Key findings from the literature indicate that the Fuzzy Bird Swarm Algorithm consistently achieves superior performance compared to the original model. The proposed method demonstrates enhanced exploration and exploitation abilities across all tested benchmark functions. Statistical analysis of the 30 experiments confirms that the improvements are robust and statistically significant. The fuzzy system successfully adapts parameters to navigate complex search spaces more effectively than static configurations. In the medical application, the optimized neural network provides accurate predictions for hypertension risk based on patient health data. The results show that the hybrid algorithm reaches better solutions in both mathematical optimization and practical classification tasks. These findings highlight the efficacy of integrating fuzzy logic into swarm-based metaheuristics for complex problem solving. The data supports the conclusion that dynamic parameter adjustment leads to more reliable and efficient optimization outcomes.

Conclusions:

The authors propose that the Fuzzy Bird Swarm Algorithm consistently outperforms the standard version across all tested scenarios. Statistical validation confirms that the observed performance gains are significant rather than due to chance. Synthesis and implications suggest that dynamic parameter adjustment is a viable strategy for enhancing swarm intelligence. The researchers demonstrate that their approach improves both exploration and exploitation phases during the optimization process. Evidence from the benchmark tests indicates that the fuzzy system effectively manages the C1 and C2 parameters. The study shows that applying this method to neural network training yields reliable predictions for hypertension risk. These findings imply that the hybrid model is well-suited for complex real-world classification tasks. The authors conclude that their modification offers a superior alternative for researchers seeking to optimize neural network architectures.

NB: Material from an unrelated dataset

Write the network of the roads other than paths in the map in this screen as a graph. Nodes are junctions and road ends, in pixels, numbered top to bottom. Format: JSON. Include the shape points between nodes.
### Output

The researchers propose that the fuzzy system dynamically adjusts the C1 and C2 parameters. This mechanism allows the algorithm to balance exploration and exploitation more effectively than the static settings used in the original Bird Swarm Algorithm.

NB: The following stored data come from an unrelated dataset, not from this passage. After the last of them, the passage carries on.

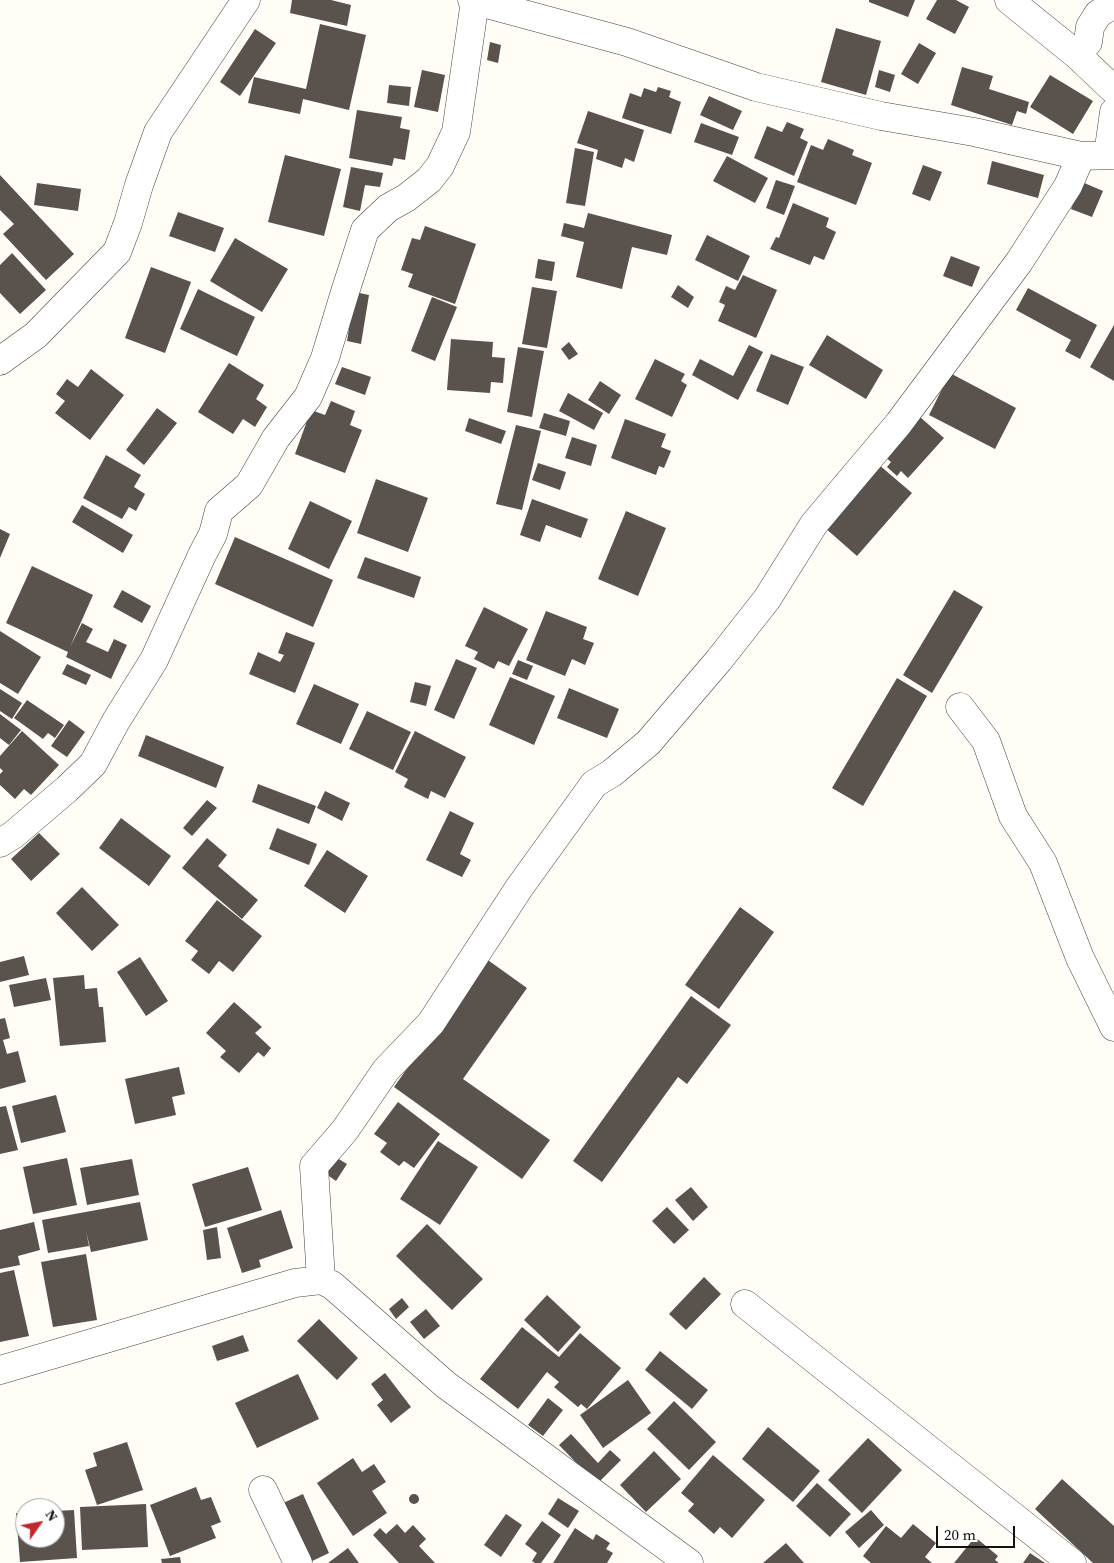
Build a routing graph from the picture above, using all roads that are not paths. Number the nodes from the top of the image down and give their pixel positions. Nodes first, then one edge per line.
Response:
1 (246, 0) edge
2 (1009, 0) edge
3 (483, 1) edge
4 (1114, 4) edge
5 (1077, 55) junction
6 (1114, 90) edge
7 (1114, 112) edge
8 (1101, 155) edge
9 (0, 361) edge
10 (960, 707) dead end
11 (0, 843) edge
12 (1114, 1027) edge
13 (321, 1280) junction
14 (745, 1304) dead end
15 (0, 1370) edge
16 (264, 1490) dead end
17 (298, 1563) edge
18 (689, 1563) edge
19 (1072, 1563) edge

1 - 9 street
2 - 5 street
3 - 8 street
3 - 11 street
4 - 5 street
5 - 6 street
7 - 8 street
8 - 13 street
10 - 12 street
13 - 15 street
13 - 18 street
14 - 19 street
16 - 17 street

The study utilizes the Congress on Evolutionary Computation 2017 benchmark functions. These complex mathematical problems provide a standardized environment to compare the convergence capabilities of the proposed fuzzy-enhanced model against the traditional approach.

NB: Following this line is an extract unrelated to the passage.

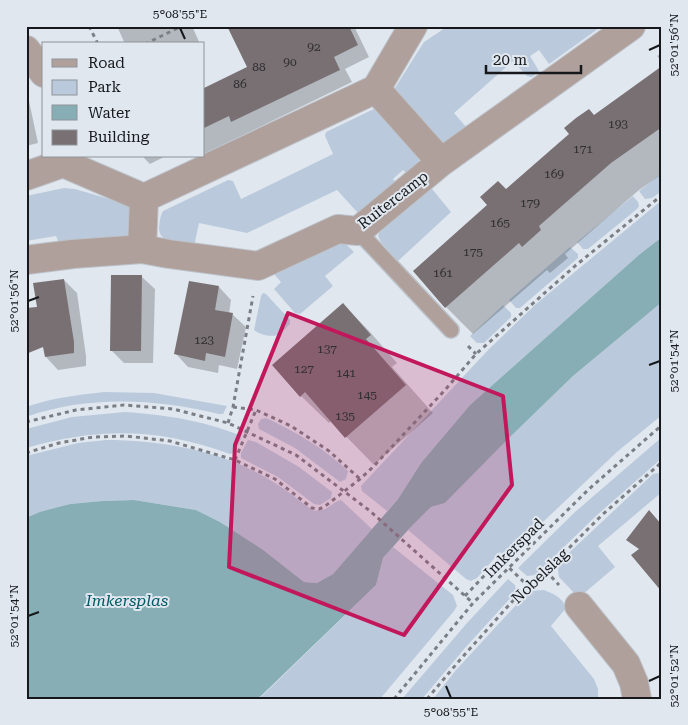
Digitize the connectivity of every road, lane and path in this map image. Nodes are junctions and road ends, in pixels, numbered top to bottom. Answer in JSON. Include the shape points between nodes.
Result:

The authors state that the fuzzy logic system is necessary to enable dynamic parameter adaptation. Without this integration, the algorithm relies on fixed values that cannot respond to the changing requirements of the optimization landscape during the search process.

The neural network processes clinical data including age, gender, body mass index, and systolic or diastolic pressure. Additionally, the model incorporates binary indicators for smoking status and parental history of hypertension to predict individual health risks.

The researchers conducted 30 independent experiments across three distinct study cases. These trials, combined with rigorous statistical testing, provide the empirical basis for claiming that the new method achieves superior results compared to the original version.

The authors suggest that their method provides a robust solution for medical classification problems. By optimizing neural networks, the approach helps identify hypertension risks, which is vital given the increased health complications associated with conditions like COVID-19.